+++ RAW DATA +++
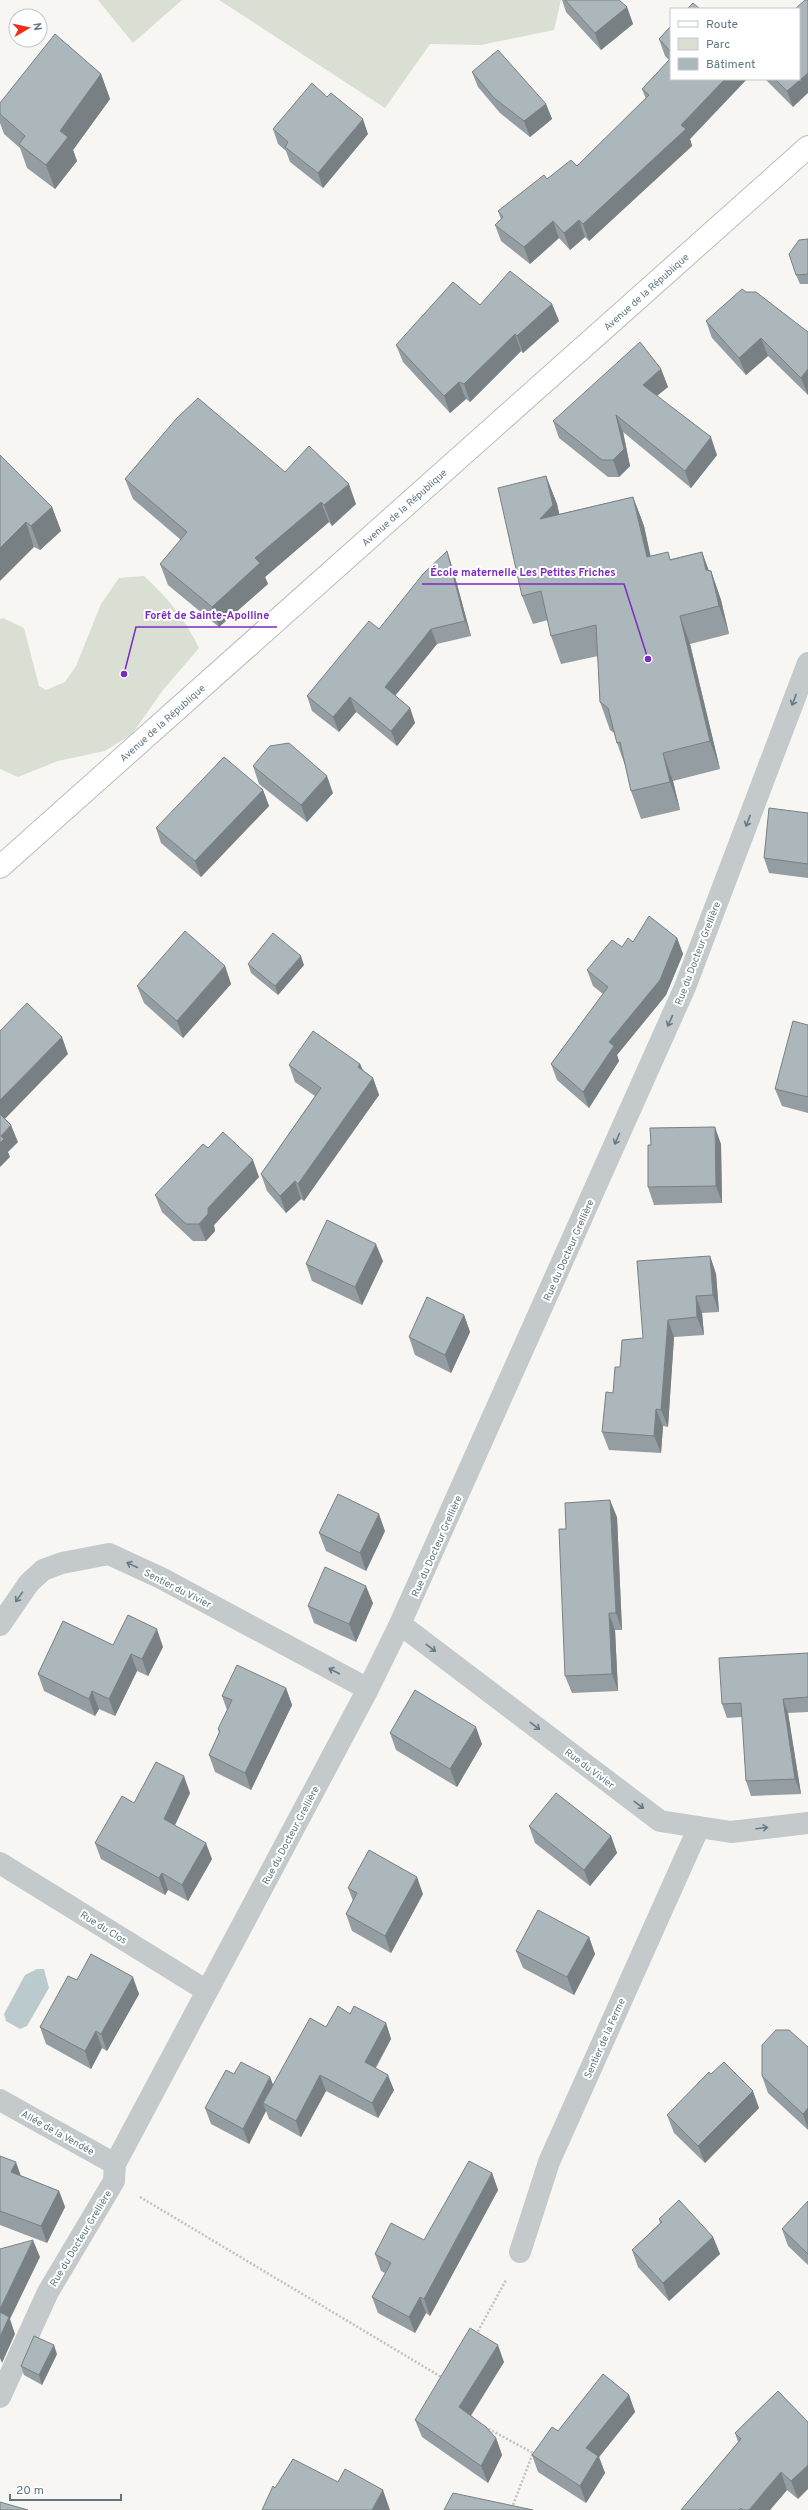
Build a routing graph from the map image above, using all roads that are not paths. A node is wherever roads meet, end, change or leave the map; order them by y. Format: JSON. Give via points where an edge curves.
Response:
{"nodes":[{"id":1,"x":808,"y":147,"type":"edge"},
{"id":2,"x":808,"y":663,"type":"edge"},
{"id":3,"x":0,"y":867,"type":"edge"},
{"id":4,"x":400,"y":1624,"type":"junction"},
{"id":5,"x":0,"y":1625,"type":"edge"},
{"id":6,"x":368,"y":1689,"type":"junction"},
{"id":7,"x":808,"y":1823,"type":"edge"},
{"id":8,"x":699,"y":1827,"type":"junction"},
{"id":9,"x":0,"y":1863,"type":"edge"},
{"id":10,"x":207,"y":1991,"type":"junction"},
{"id":11,"x":0,"y":2100,"type":"edge"},
{"id":12,"x":115,"y":2173,"type":"junction"},
{"id":13,"x":520,"y":2252,"type":"road end"},
{"id":14,"x":0,"y":2397,"type":"edge"}],
"edges":[{"from":1,"to":3,"type":"main road","name":"Avenue de la République"},
{"from":2,"to":4,"type":"street","name":"Rue du Docteur Grellière","one_way":true,"via":[[685,988]]},
{"from":4,"to":6,"type":"street","name":"Rue du Docteur Grellière"},
{"from":4,"to":8,"type":"street","name":"Rue du Vivier","one_way":true,"via":[[660,1821]]},
{"from":6,"to":5,"type":"street","name":"Sentier du Vivier","one_way":true,"via":[[161,1578],[108,1554],[62,1563],[42,1570],[29,1583]]},
{"from":6,"to":10,"type":"street","name":"Rue du Docteur Grellière"},
{"from":8,"to":7,"type":"street","name":"Rue du Vivier","one_way":true,"via":[[731,1832]]},
{"from":8,"to":13,"type":"street","name":"Sentier de la Ferme","via":[[549,2162]]},
{"from":9,"to":10,"type":"street","name":"Rue du Clos"},
{"from":10,"to":12,"type":"street","name":"Rue du Docteur Grellière"},
{"from":11,"to":12,"type":"street","name":"Allée de la Vendée"},
{"from":12,"to":14,"type":"street","name":"Rue du Docteur Grellière","via":[[48,2292]]}]}
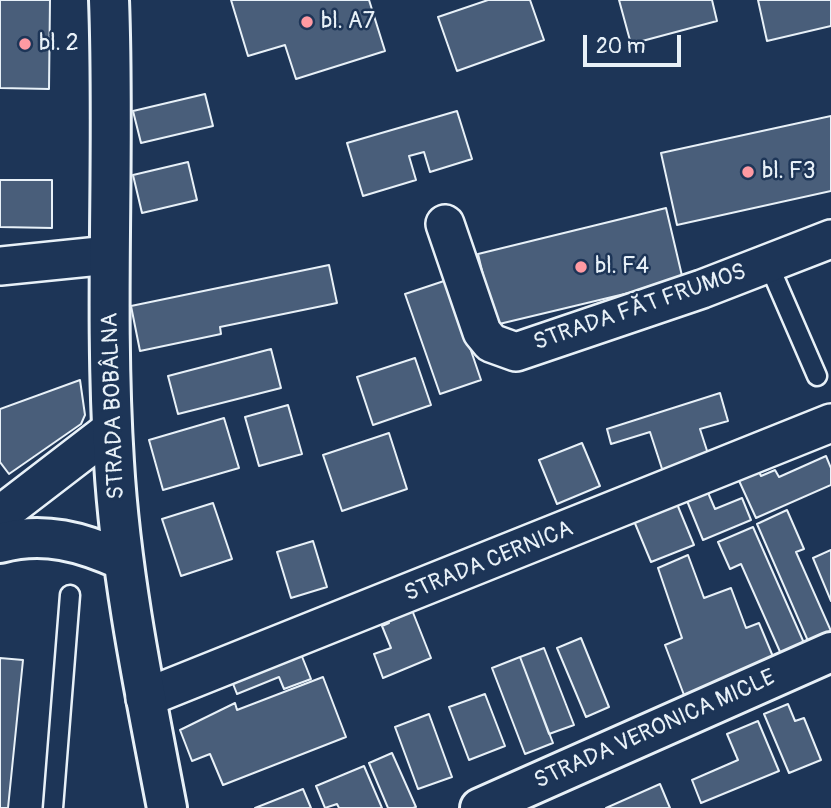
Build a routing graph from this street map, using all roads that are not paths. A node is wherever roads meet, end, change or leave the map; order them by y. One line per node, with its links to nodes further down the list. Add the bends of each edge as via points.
1 (109, 0): 4 (main road, STRADA BOBÂLNA)
2 (445, 224): 5 (street, STRADA FĂT FRUMOS, via 482,332 491,343 516,352)
3 (831, 239): 5 (street, STRADA FĂT FRUMOS)
4 (109, 255): 6 (street); 9 (main road, STRADA BOBÂLNA)
5 (768, 263): 7 (lane)
6 (0, 266)
7 (817, 376)
8 (831, 423): 15 (street, STRADA CERNICA)
9 (112, 429): 10 (street); 12 (main road, STRADA BOBÂLNA)
10 (0, 515)
11 (0, 543): 12 (main road, via 64,539)
12 (122, 560): 15 (main road, STRADA BOBÂLNA)
13 (70, 596): 16 (lane)
14 (831, 652): 18 (main road, STRADA VERONICA MICLE)
15 (145, 698): 17 (main road, STRADA BOBÂLNA)
16 (53, 808)
17 (167, 808)
18 (480, 808)

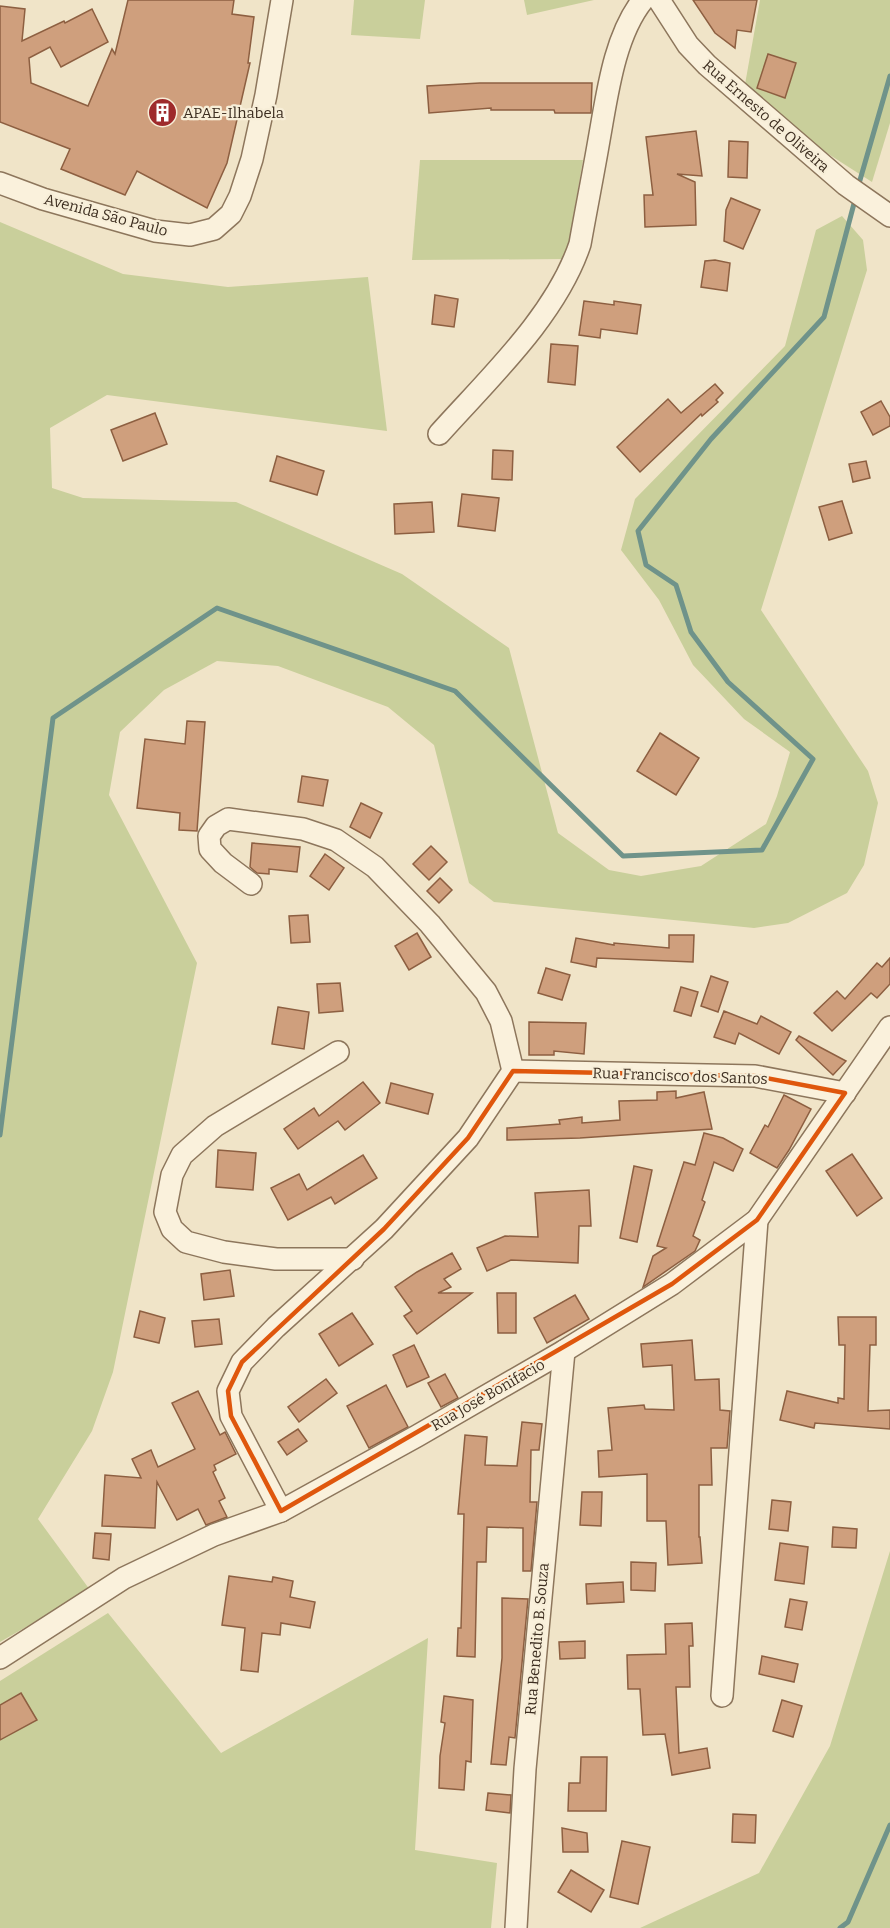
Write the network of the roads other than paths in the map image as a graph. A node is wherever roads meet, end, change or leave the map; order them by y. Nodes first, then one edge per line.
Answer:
1 (282, 0) edge
2 (643, 0) edge
3 (658, 0) edge
4 (0, 183) edge
5 (890, 216) edge
6 (439, 434) dead end
7 (251, 884) dead end
8 (890, 1027) edge
9 (338, 1052) dead end
10 (513, 1071) junction
11 (845, 1093) junction
12 (757, 1220) junction
13 (353, 1259) junction
14 (564, 1351) junction
15 (281, 1511) junction
16 (0, 1658) edge
17 (722, 1696) dead end
18 (516, 1928) edge

1 - 4 street, Avenida São Paulo
2 - 6 street
3 - 5 street, Rua Ernesto de Oliveira
7 - 10 street
8 - 11 street, Rua José Bonifacio
9 - 13 street
10 - 11 street, Rua Francisco dos Santos
10 - 13 street
11 - 12 street, Rua José Bonifacio
12 - 14 street, Rua José Bonifacio
12 - 17 street
13 - 15 street
14 - 15 street, Rua José Bonifacio
14 - 18 street, Rua Benedito B. Souza
15 - 16 street, Rua José Bonifacio

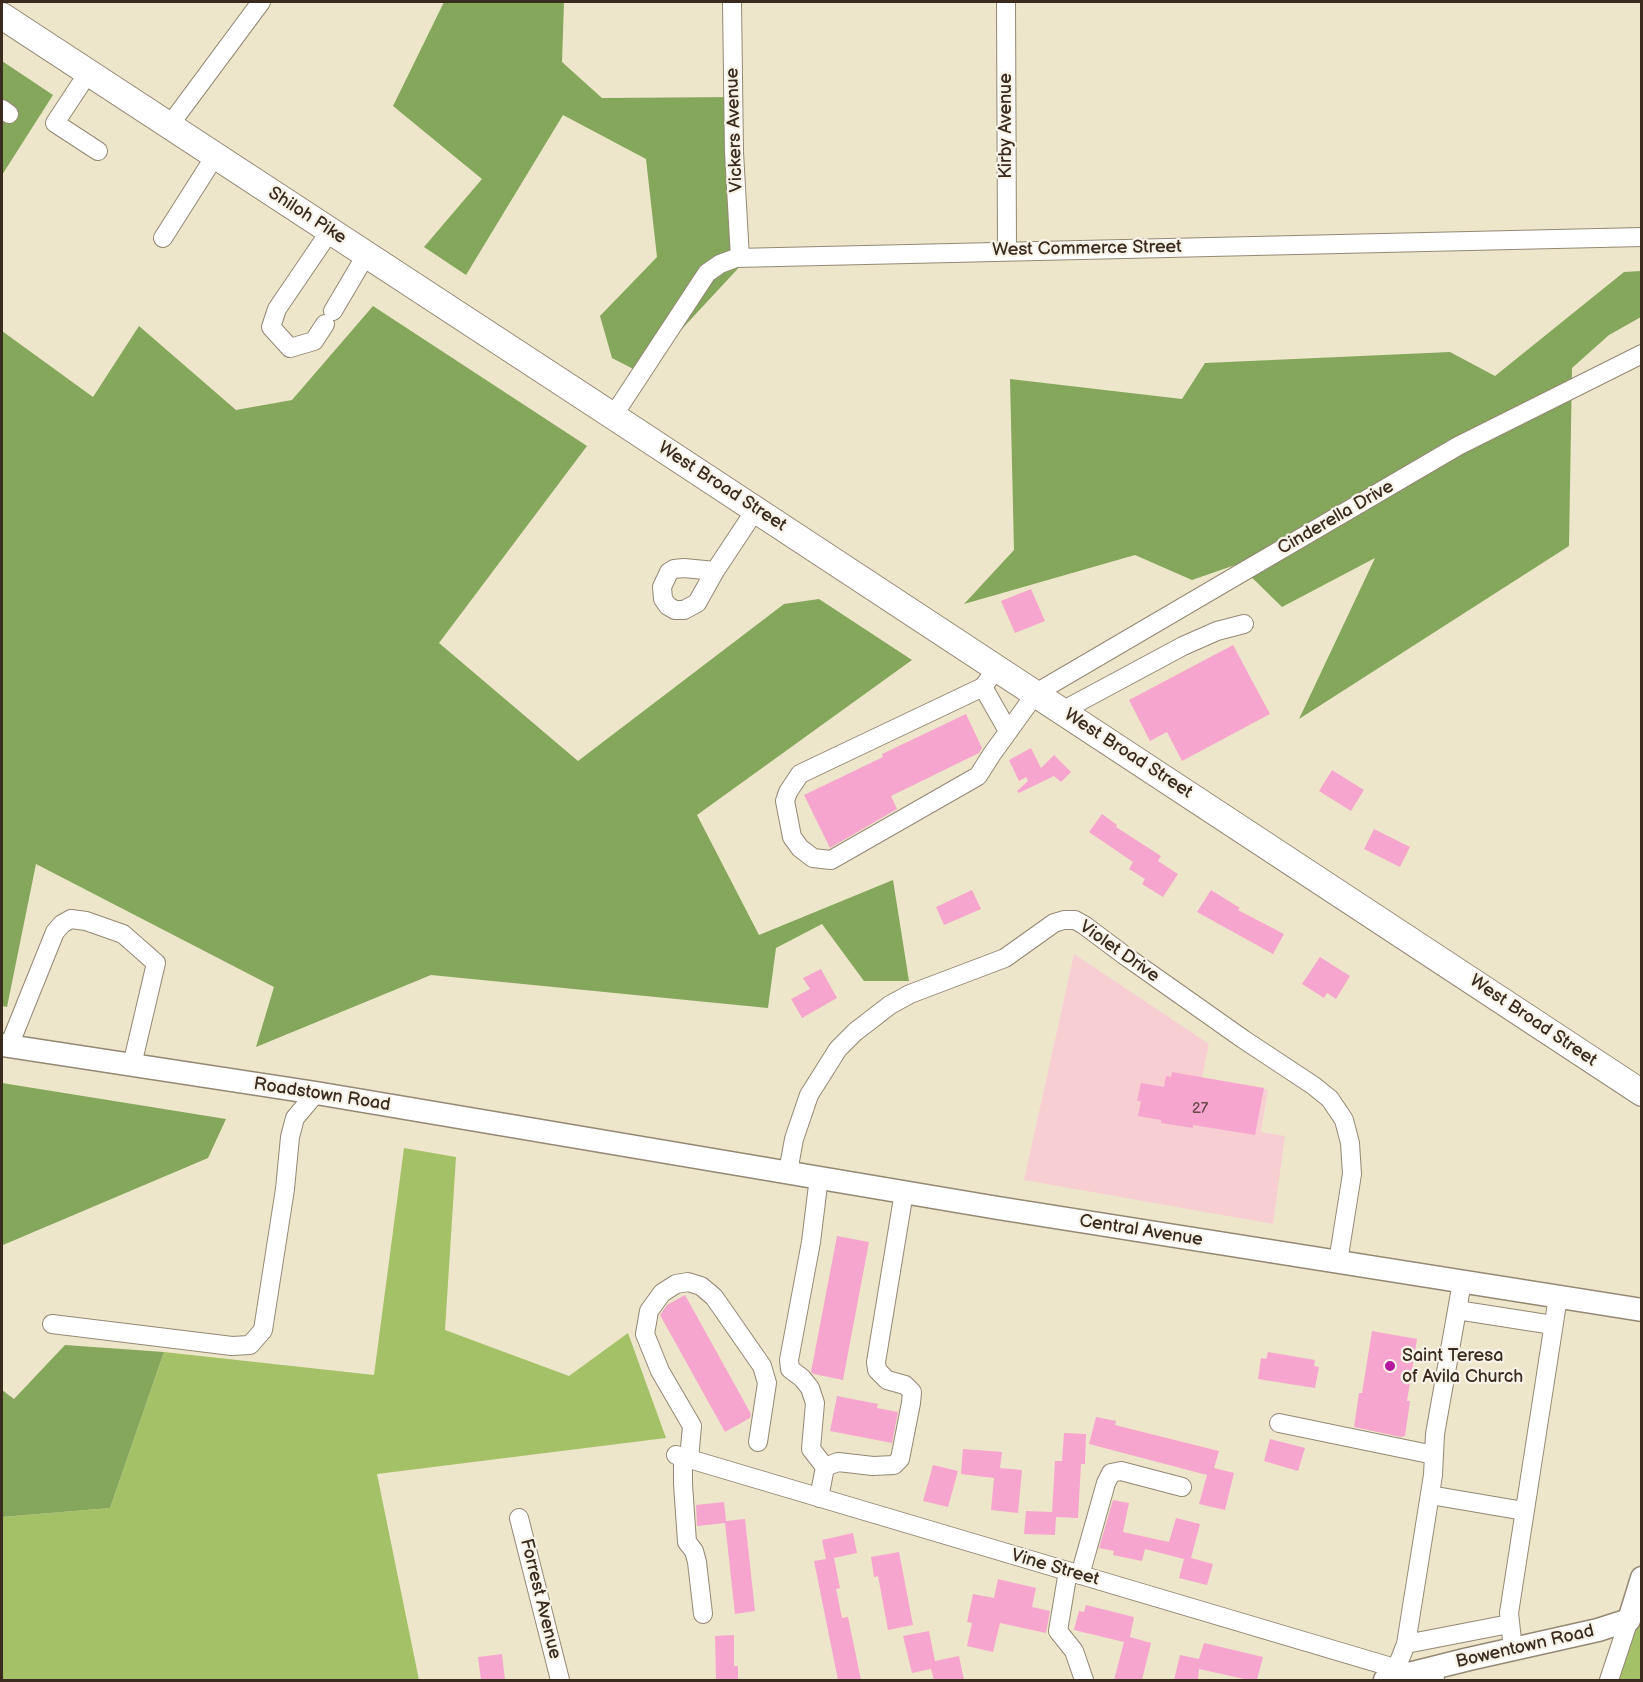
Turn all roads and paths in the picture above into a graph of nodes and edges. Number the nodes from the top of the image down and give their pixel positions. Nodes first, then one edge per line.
1 (261, 2) edge
2 (732, 2) edge
3 (1005, 2) edge
4 (3, 19) edge
5 (88, 73) junction
6 (169, 126) junction
7 (98, 151) dead end
8 (215, 156) junction
9 (330, 231) junction
10 (1641, 237) edge
11 (162, 238) dead end
12 (1007, 251) junction
13 (366, 255) junction
14 (740, 258) junction
15 (1641, 354) edge
16 (613, 416) junction
17 (756, 509) junction
18 (715, 571) dead end
19 (1244, 624) dead end
20 (990, 678) junction
21 (1036, 693) junction
22 (1062, 711) junction
23 (1008, 731) junction
24 (5, 1046) edge
25 (132, 1065) junction
26 (1641, 1093) edge
27 (316, 1094) junction
28 (642, 1148) joint
29 (788, 1172) junction
30 (819, 1178) junction
31 (904, 1192) junction
32 (1338, 1262) junction
33 (1462, 1282) junction
34 (1558, 1297) junction
35 (1457, 1310) junction
36 (1641, 1310) edge
37 (52, 1324) dead end
38 (1553, 1325) junction
39 (789, 1360) junction
40 (762, 1366) junction
41 (1279, 1423) dead end
42 (758, 1442) dead end
43 (1434, 1455) junction
44 (683, 1457) junction
45 (825, 1467) junction
46 (1182, 1487) dead end
47 (1430, 1494) junction
48 (819, 1498) junction
49 (1524, 1511) junction
50 (519, 1518) dead end
51 (1074, 1573) junction
52 (1641, 1578) edge
53 (703, 1614) dead end
54 (1629, 1620) junction
55 (1509, 1624) junction
56 (1406, 1644) junction
57 (1513, 1649) junction
58 (1397, 1674) edge
59 (560, 1680) edge
60 (1084, 1680) edge
61 (1435, 1680) edge
62 (1609, 1680) edge

1 - 6 street
2 - 14 street, Vickers Avenue
3 - 12 street, Kirby Avenue
4 - 5 highway, Shiloh Pike
5 - 6 highway, Shiloh Pike
5 - 7 street
6 - 8 highway, Shiloh Pike
8 - 9 highway, Shiloh Pike
8 - 11 street
9 - 13 highway, Shiloh Pike
9 - 13 street
10 - 12 street, West Commerce Street
12 - 14 street, West Commerce Street
13 - 16 highway, Shiloh Pike
14 - 16 street, West Commerce Street
15 - 21 street, Cinderella Drive
16 - 17 highway, West Broad Street
17 - 18 street
17 - 20 highway, West Broad Street
19 - 22 street
20 - 21 highway, West Broad Street
20 - 23 street
20 - 23 street
21 - 22 highway, West Broad Street
21 - 23 street
22 - 26 highway, West Broad Street
24 - 25 main road, Roadstown Road
24 - 25 street
25 - 27 main road, Roadstown Road
27 - 28 main road, Roadstown Road
27 - 37 street
28 - 29 main road, Central Avenue
29 - 30 main road, Central Avenue
29 - 32 street, Violet Drive
30 - 31 main road, Central Avenue
30 - 39 street
31 - 32 main road, Central Avenue
31 - 45 street
32 - 33 main road, Central Avenue
33 - 34 main road, Central Avenue
33 - 35 street
34 - 36 main road, Central Avenue
34 - 38 street
35 - 38 street
35 - 43 street
38 - 49 street
39 - 40 street
39 - 45 street
40 - 42 street
40 - 44 street
41 - 43 street
43 - 47 street
44 - 48 street, Vine Street
44 - 53 street
45 - 48 street
46 - 51 street
47 - 49 street
47 - 56 street
48 - 51 street, Vine Street
49 - 55 street
50 - 59 street, Forrest Avenue
51 - 58 street, Vine Street
51 - 60 street
52 - 54 main road
54 - 57 main road, Bowentown Road
54 - 62 street
55 - 56 street
55 - 57 street
56 - 58 street
57 - 58 main road, Bowentown Road
58 - 61 street, Vine Street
+++
EXERCISE DESCRIPTION
Filter the entries above down to the lines containing the word "Shiloh".

ANSWER FOR THE TASK
4 - 5 highway, Shiloh Pike
5 - 6 highway, Shiloh Pike
6 - 8 highway, Shiloh Pike
8 - 9 highway, Shiloh Pike
9 - 13 highway, Shiloh Pike
13 - 16 highway, Shiloh Pike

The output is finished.